Didn’t know where else to post this.

I was thinking while looking at Mexico’s military force on paper vs say the U.S. for a hypothetical invasion/occupation. Like many modern non-NATO forces, it lacks heavy armor, combat aircraft, naval vessels, etc. But with dronewar now ascendant, could this be less a liability and more an advantage? Assuming one could rapidly equip and train their light infantry forces with a mix of both small and medium sized drones?

It seems it would be easier to acquire tens of thousands of commercial off the shelf drones and use old stockpiles of munitions and train young, gaming experienced soldiers to operate them then build or acquire increasingly rare tanks or fighters. And having such a light military means it should be easier to shift to this doctrine then say doing so with a lumbering NATO-style behemoth like the U.S. with it’s MIC.

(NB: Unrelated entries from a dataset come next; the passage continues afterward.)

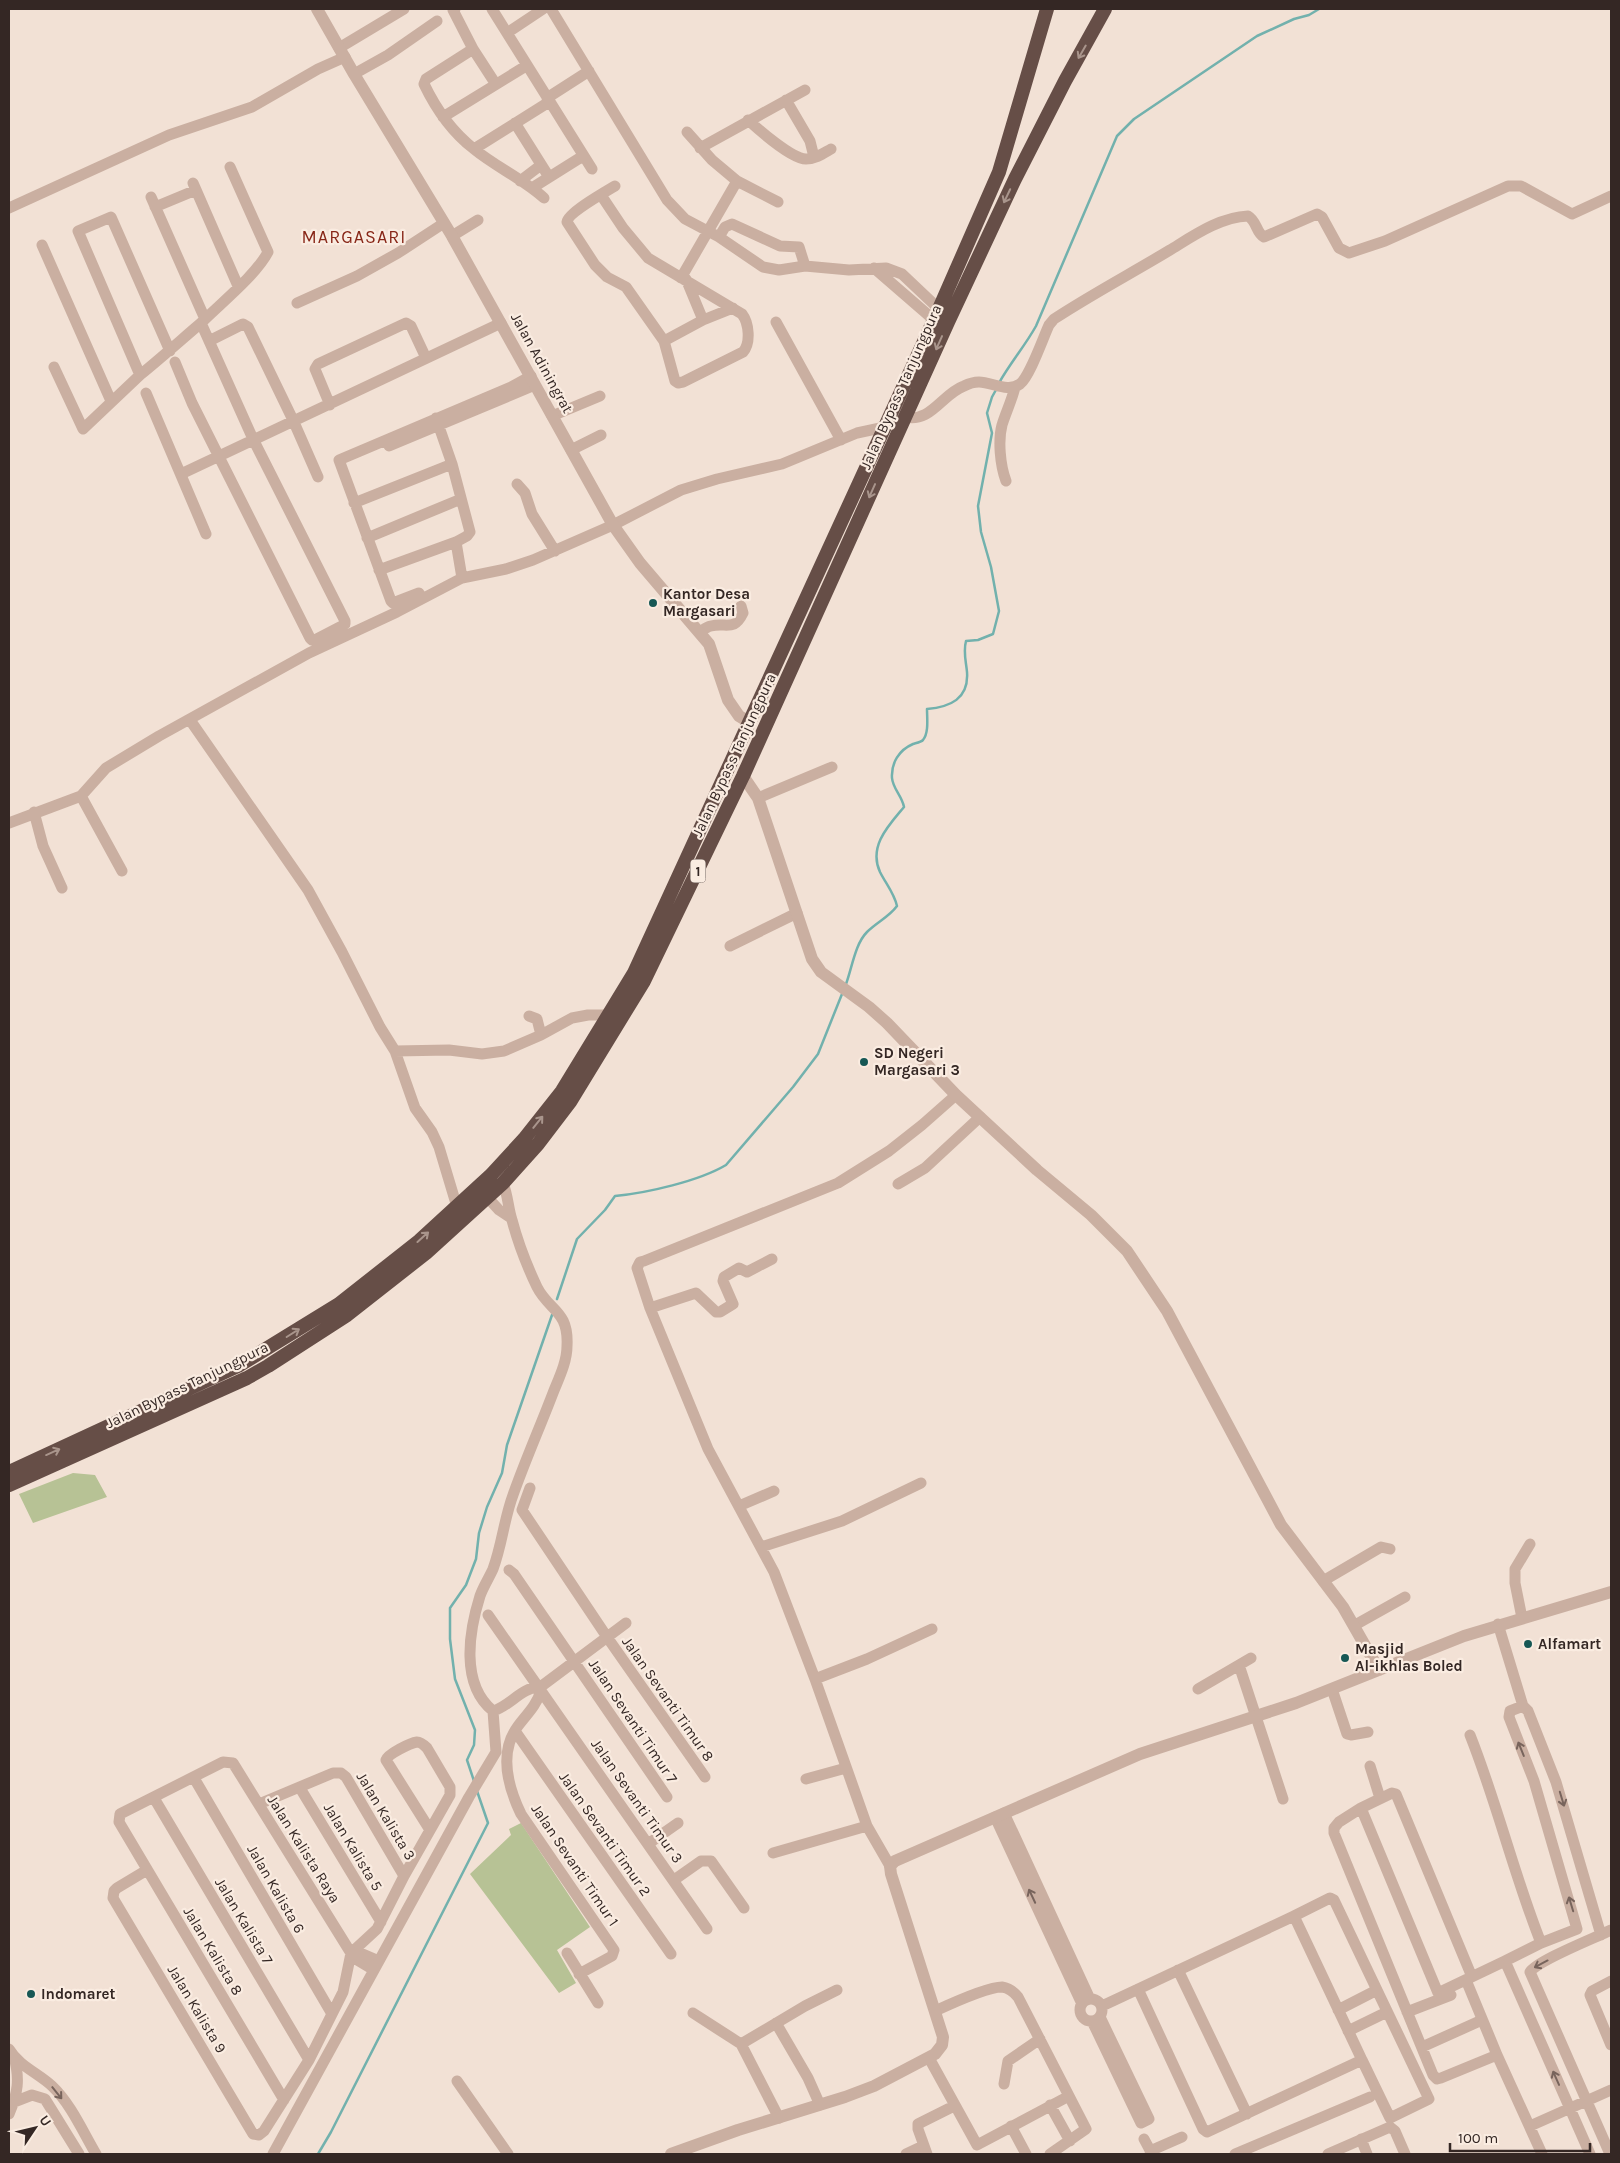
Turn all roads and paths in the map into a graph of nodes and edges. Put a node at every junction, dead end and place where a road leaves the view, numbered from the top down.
1 (317, 9) edge
2 (404, 9) edge
3 (455, 9) edge
4 (492, 9) edge
5 (543, 9) edge
6 (551, 9) edge
7 (1047, 9) edge
8 (1105, 9) edge
9 (437, 21) dead end
10 (507, 33) junction
11 (473, 49) junction
12 (342, 53) junction
13 (526, 66) junction
14 (589, 71) junction
15 (354, 74) junction
16 (495, 84) junction
17 (805, 90) dead end
18 (548, 100) junction
19 (786, 100) junction
20 (443, 117) junction
21 (748, 120) junction
22 (515, 123) junction
23 (687, 132) dead end
24 (700, 148) junction
25 (474, 149) junction
26 (832, 149) dead end
27 (583, 156) junction
28 (814, 157) junction
29 (541, 164) junction
30 (230, 167) dead end
31 (592, 169) dead end
32 (549, 177) junction
33 (520, 181) junction
34 (737, 181) junction
35 (615, 186) dead end
36 (532, 188) junction
37 (600, 195) junction
38 (1611, 196) edge
39 (544, 198) dead end
40 (778, 202) dead end
41 (9, 208) edge
42 (478, 220) dead end
43 (444, 223) junction
44 (714, 234) junction
45 (452, 236) junction
46 (42, 245) dead end
47 (805, 266) junction
48 (684, 278) junction
49 (238, 286) junction
50 (297, 303) dead end
51 (733, 308) junction
52 (936, 314) junction
53 (703, 320) junction
54 (203, 321) junction
55 (776, 322) dead end
56 (501, 323) junction
57 (210, 341) junction
58 (664, 341) junction
59 (170, 351) junction
60 (426, 358) junction
61 (175, 362) dead end
62 (54, 367) dead end
63 (140, 375) junction
64 (533, 380) junction
65 (1012, 387) junction
66 (146, 393) dead end
67 (600, 396) dead end
68 (111, 401) junction
69 (330, 405) junction
70 (552, 416) junction
71 (905, 418) junction
72 (293, 420) junction
73 (437, 422) junction
74 (885, 426) junction
75 (601, 435) dead end
76 (254, 439) junction
77 (841, 440) junction
78 (571, 450) junction
79 (218, 456) junction
80 (452, 464) junction
81 (181, 474) junction
82 (318, 477) dead end
83 (1006, 480) dead end
84 (517, 484) dead end
85 (461, 499) junction
86 (354, 503) junction
87 (614, 525) junction
88 (206, 534) dead end
89 (367, 538) junction
90 (456, 542) junction
91 (555, 551) junction
92 (379, 570) junction
93 (462, 576) junction
94 (740, 606) dead end
95 (700, 631) junction
96 (190, 720) junction
97 (749, 722) junction
98 (832, 767) dead end
99 (744, 776) junction
100 (80, 796) junction
101 (758, 798) junction
102 (34, 812) junction
103 (9, 823) edge
104 (122, 871) dead end
105 (62, 888) dead end
106 (797, 913) junction
107 (730, 946) dead end
108 (609, 1015) junction
109 (529, 1016) dead end
110 (541, 1035) junction
111 (395, 1051) junction
112 (956, 1095) junction
113 (980, 1117) junction
114 (503, 1183) junction
115 (898, 1184) dead end
116 (488, 1198) junction
117 (457, 1207) junction
118 (511, 1218) junction
119 (772, 1260) dead end
120 (650, 1308) junction
121 (9, 1472) edge
122 (921, 1483) dead end
123 (9, 1485) edge
124 (530, 1488) dead end
125 (774, 1491) dead end
126 (739, 1506) junction
127 (1530, 1544) dead end
128 (761, 1547) junction
129 (1390, 1549) dead end
130 (509, 1570) dead end
131 (1323, 1581) junction
132 (1611, 1592) edge
133 (1405, 1597) dead end
134 (488, 1614) dead end
135 (1522, 1618) junction
136 (626, 1623) dead end
137 (1498, 1624) junction
138 (1355, 1625) junction
139 (932, 1629) dead end
140 (607, 1637) junction
141 (1251, 1658) dead end
142 (574, 1662) junction
143 (1239, 1665) junction
144 (1379, 1670) junction
145 (815, 1679) junction
146 (1198, 1689) dead end
147 (1332, 1689) junction
148 (540, 1690) junction
149 (1523, 1706) junction
150 (493, 1710) junction
151 (1257, 1716) junction
152 (515, 1732) junction
153 (1368, 1732) dead end
154 (1470, 1735) dead end
155 (1370, 1766) dead end
156 (846, 1768) junction
157 (705, 1777) dead end
158 (194, 1778) junction
159 (806, 1780) dead end
160 (300, 1788) junction
161 (667, 1797) dead end
162 (154, 1798) junction
163 (1380, 1798) junction
164 (1283, 1799) dead end
165 (259, 1804) junction
166 (1361, 1808) junction
167 (1000, 1815) junction
168 (678, 1823) dead end
169 (867, 1826) junction
170 (430, 1830) junction
171 (648, 1844) junction
172 (773, 1853) dead end
173 (890, 1866) junction
174 (146, 1870) junction
175 (404, 1876) junction
176 (674, 1880) junction
177 (744, 1908) dead end
178 (1294, 1916) junction
179 (381, 1922) junction
180 (707, 1929) dead end
181 (1577, 1929) junction
182 (1606, 1933) edge
183 (1541, 1943) junction
184 (1583, 1943) junction
185 (351, 1952) junction
186 (567, 1953) dead end
187 (670, 1954) dead end
188 (1505, 1961) junction
189 (376, 1965) junction
190 (1178, 1970) junction
191 (579, 1974) junction
192 (1611, 1981) edge
193 (1469, 1982) junction
194 (1138, 1988) junction
195 (837, 1990) dead end
196 (1377, 1990) junction
197 (1439, 1996) junction
198 (1086, 2002) junction
199 (598, 2003) dead end
200 (1338, 2010) junction
201 (935, 2011) junction
202 (1387, 2012) junction
203 (1407, 2012) junction
204 (693, 2013) dead end
205 (332, 2014) junction
206 (1098, 2015) junction
207 (1482, 2020) junction
208 (776, 2023) junction
209 (1348, 2031) junction
210 (1040, 2039) junction
211 (741, 2044) junction
212 (1611, 2045) edge
213 (1422, 2046) junction
214 (11, 2053) edge
215 (1497, 2055) junction
216 (929, 2058) junction
217 (309, 2060) junction
218 (1362, 2060) junction
219 (34, 2073) junction
220 (457, 2081) dead end
221 (1004, 2084) dead end
222 (1611, 2090) edge
223 (32, 2095) junction
224 (1069, 2096) junction
225 (1370, 2097) dead end
226 (1611, 2098) edge
227 (284, 2100) junction
228 (14, 2102) junction
229 (1588, 2104) junction
230 (820, 2105) junction
231 (954, 2106) junction
232 (1050, 2106) junction
233 (1571, 2112) junction
234 (9, 2114) edge
235 (1247, 2114) junction
236 (778, 2118) junction
237 (1010, 2126) junction
238 (1531, 2128) junction
239 (1182, 2137) dead end
240 (1144, 2139) dead end
241 (1361, 2140) junction
242 (1070, 2141) junction
243 (925, 2150) edge
244 (980, 2150) edge
245 (1151, 2153) edge
246 (79, 2154) edge
247 (96, 2154) edge
248 (273, 2154) edge
249 (508, 2154) edge
250 (671, 2154) edge
251 (906, 2154) edge
252 (1026, 2154) edge
253 (1050, 2154) edge
254 (1235, 2154) edge
255 (1328, 2154) edge
256 (1367, 2154) edge
257 (1406, 2154) edge
258 (1542, 2154) edge
259 (1590, 2154) edge
260 (1610, 2154) edge

1 - 12 street, Jalan Adiningrat
2 - 12 street
3 - 11 street
4 - 10 street
5 - 10 street
6 - 14 street
7 - 52 highway, Jalan Bypass Tanjungpura / 1
8 -> 71 highway, Jalan Bypass Tanjungpura / 1
9 - 15 street
10 - 13 street
11 - 16 street
11 - 20 street
12 - 15 street, Jalan Adiningrat
12 - 41 street
13 - 16 street
13 - 18 street
14 - 18 street
14 - 44 street
15 - 43 street, Jalan Adiningrat
16 - 20 street
17 - 19 street
18 - 22 street
18 - 27 street
19 - 21 street
19 - 28 street
20 - 25 street
21 - 24 street
21 - 28 street
22 - 25 street
22 - 29 street
23 - 24 street
24 - 34 street
25 - 33 street
26 - 28 street
27 - 31 street
27 - 32 street
29 - 32 street
29 - 33 street
30 - 49 street
32 - 36 street
33 - 36 street
34 - 40 street
34 - 44 street
35 - 37 street
36 - 39 street
37 - 48 street
37 - 58 street
38 - 65 street
42 - 45 street
43 - 45 street, Jalan Adiningrat
43 - 50 street
44 - 47 street
44 - 47 street
44 - 48 street
45 - 56 street, Jalan Adiningrat
46 - 68 street
47 - 52 street
48 - 51 street
48 - 53 street
49 - 54 street
49 - 54 street
51 - 53 street
51 - 58 street
52 - 74 highway, Jalan Bypass Tanjungpura / 1
53 - 58 street
54 - 57 street
54 - 59 street
55 - 77 street
56 - 60 street
56 - 64 street, Jalan Adiningrat
57 - 72 street
57 - 76 street
59 - 63 street
59 - 63 street
60 - 69 street
60 - 69 street
61 - 79 street
62 - 68 street
63 - 68 street
64 - 70 street, Jalan Adiningrat
64 - 73 street
65 - 71 street
65 - 83 street
66 - 81 street
67 - 70 street
69 - 72 street
70 - 78 street, Jalan Adiningrat
71 -> 99 highway, Jalan Bypass Tanjungpura / 1
72 - 76 street
72 - 82 street
73 - 80 street
73 - 86 street
74 - 77 street
74 - 97 highway, Jalan Bypass Tanjungpura / 1
75 - 78 street
76 - 79 street
76 - 79 street
77 - 87 street
78 - 87 street, Jalan Adiningrat
79 - 81 street
80 - 85 street
80 - 86 street
81 - 88 street
84 - 91 street
85 - 89 street
85 - 90 street
86 - 89 street
87 - 91 street
87 - 95 street, Jalan Adiningrat
89 - 92 street
90 - 92 street
90 - 93 street
91 - 93 street
92 - 93 street
93 - 96 street
94 - 95 street
95 - 97 street, Jalan Adiningrat
96 - 100 street
96 - 111 street
97 - 108 highway, Jalan Bypass Tanjungpura / 1
98 - 101 street
99 - 101 street
99 - 114 highway, Jalan Bypass Tanjungpura / 1
100 - 102 street
100 - 104 street
101 - 106 street
102 - 103 street
102 - 105 street
106 - 107 street
106 - 112 street
108 - 110 street
117 -> 108 highway, Jalan Bypass Tanjungpura / 1
109 - 110 street
110 - 111 street
111 - 117 street
112 - 113 street
112 - 120 street
113 - 115 street
113 - 131 street
114 - 116 highway, Jalan Bypass Tanjungpura / 1
114 - 118 street
116 - 118 street
116 - 123 highway, Jalan Bypass Tanjungpura / 1
121 -> 117 highway, Jalan Bypass Tanjungpura / 1
118 - 150 street
119 - 120 street
120 - 126 street
122 - 128 street
124 - 140 street, Jalan Sevanti Timur 8
125 - 126 street
126 - 128 street
127 - 135 street
128 - 145 street
129 - 131 street
130 - 142 street, Jalan Sevanti Timur 7
131 - 138 street
132 - 135 street
133 - 138 street
134 - 148 street, Jalan Sevanti Timur 3
135 - 137 street
136 - 140 street
137 - 144 street
137 - 149 street
138 - 144 street
139 - 145 street
140 - 142 street
140 - 157 street, Jalan Sevanti Timur 8
141 - 143 street
142 - 148 street
142 - 161 street, Jalan Sevanti Timur 7
143 - 146 street
143 - 151 street
144 - 147 street
145 - 156 street
147 - 151 street
147 - 153 street
148 - 150 street
148 - 152 street
148 - 171 street, Jalan Sevanti Timur 3
181 -> 149 street
149 -> 182 street
150 - 189 street
151 - 164 street
151 - 167 street
152 - 187 street, Jalan Sevanti Timur 2
152 - 191 street, Jalan Sevanti Timur 1
154 - 183 street
155 - 163 street
156 - 159 street
156 - 169 street
158 - 162 street
158 - 165 street, Jalan Kalista Raya
158 - 205 street, Jalan Kalista 6
160 - 165 street
160 - 175 street, Jalan Kalista 3
160 - 179 street, Jalan Kalista 5
162 - 174 street, Jalan Kalista 8
162 - 217 street, Jalan Kalista 7
163 - 166 street
163 - 193 street
165 - 185 street, Jalan Kalista Raya
166 - 197 street
166 - 203 street
167 - 173 street
167 - 198 street
168 - 171 street
169 - 172 street
169 - 173 street
170 - 170 street
170 - 175 street
171 - 176 street, Jalan Sevanti Timur 3
173 - 201 street
174 - 227 street, Jalan Kalista 8
174 - 227 street, Jalan Kalista 9
175 - 179 street
176 - 177 street
176 - 180 street, Jalan Sevanti Timur 3
178 - 190 street
178 - 196 street
178 - 200 street
179 - 185 street
181 - 183 street
181 - 184 street
182 - 184 street
183 - 188 street
184 -> 229 street
185 - 189 street
185 - 205 street
186 - 191 street
188 - 193 street
233 -> 188 street
189 - 248 street
190 - 194 street
190 - 235 street
191 - 199 street
192 - 212 street
193 - 197 street
193 - 207 street
194 - 206 street
194 - 235 street
195 - 208 street
196 - 200 street
196 - 202 street
197 - 203 street
198 - 206 street
198 - 206 street
200 - 209 street
201 - 210 street
201 - 216 street
202 - 209 street
202 - 218 street
203 - 213 street
204 - 211 street
205 - 217 street
206 - 206 street
207 - 213 street
207 - 215 street
208 - 211 street
208 - 230 street
209 - 218 street
210 - 221 street
210 - 224 street
211 - 236 street
213 - 215 street
214 - 219 street
214 - 228 street
215 - 238 street
216 - 230 street
216 - 231 street
217 - 227 street
218 - 235 street
219 - 223 street
219 -> 247 street
220 - 249 street
222 - 229 street
223 - 228 street
223 - 246 street
224 - 232 street
224 - 242 street
225 - 254 street
226 - 229 street
228 - 234 street
229 - 233 street
229 - 260 street
230 - 236 street
231 - 243 street
231 - 244 street
232 - 237 street
232 - 242 street
233 - 238 street
233 - 259 street
236 - 250 street
237 - 244 street
237 - 252 street
238 - 258 street
239 - 245 street
240 - 245 street
241 - 255 street
241 - 256 street
241 - 257 street
242 - 253 street
243 - 251 street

Could this be a cheap strategy especially for latin american nations to pump up their military forces in the face of U.S. aggression? Make it too costly to engage, as well as cozy up to China for cheap drone parts.

Besides drones, all the rest of the military spending would be best directed towards air defense systems. This is the only bottleneck I see since these are sophisticated systems on par with tanks and fighters. I mean the drones can save you from ground invasion but you can still be leveled from the sky. I suppose until we get cheap air defense drones, which I think might be the future. (imagine loitering long range air defense drones with simple stealth tech; the barrage balloon of the 2040s).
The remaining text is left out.